• Exercise directions
Pull out every line in the data that has the string "curves" in it.

• Dataset records
______________________________
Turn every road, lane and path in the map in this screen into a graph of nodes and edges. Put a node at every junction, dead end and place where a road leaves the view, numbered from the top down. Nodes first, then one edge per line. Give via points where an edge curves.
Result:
______________________________
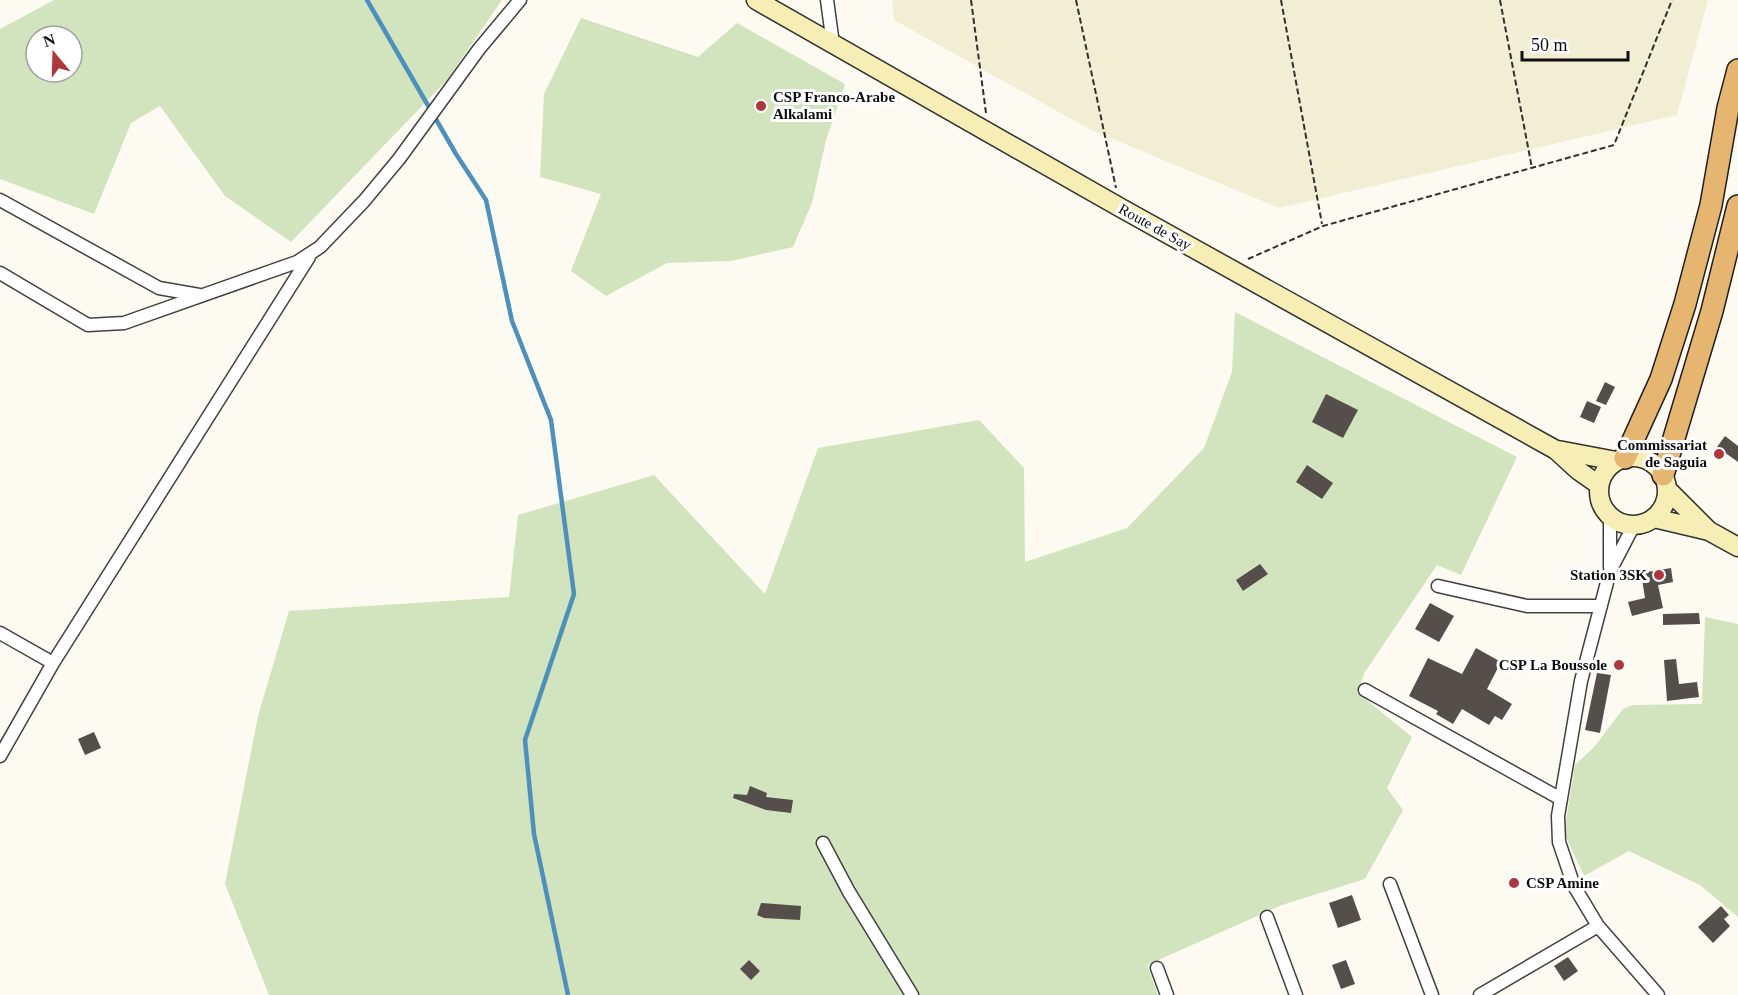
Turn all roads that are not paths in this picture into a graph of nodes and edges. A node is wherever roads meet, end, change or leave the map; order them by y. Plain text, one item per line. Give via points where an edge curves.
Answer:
______________________________
• Output for this exercise
Turn every road, lane and path in the map in this screen into a graph of nodes and edges. Put a node at every junction, dead end and place where a road leaves the view, numbered from the top down. Nodes first, then one edge per line. Give via points where an edge curves.
Turn all roads that are not paths in this picture into a graph of nodes and edges. A node is wherever roads meet, end, change or leave the map; order them by y. Plain text, one item per line. Give via points where an edge curves.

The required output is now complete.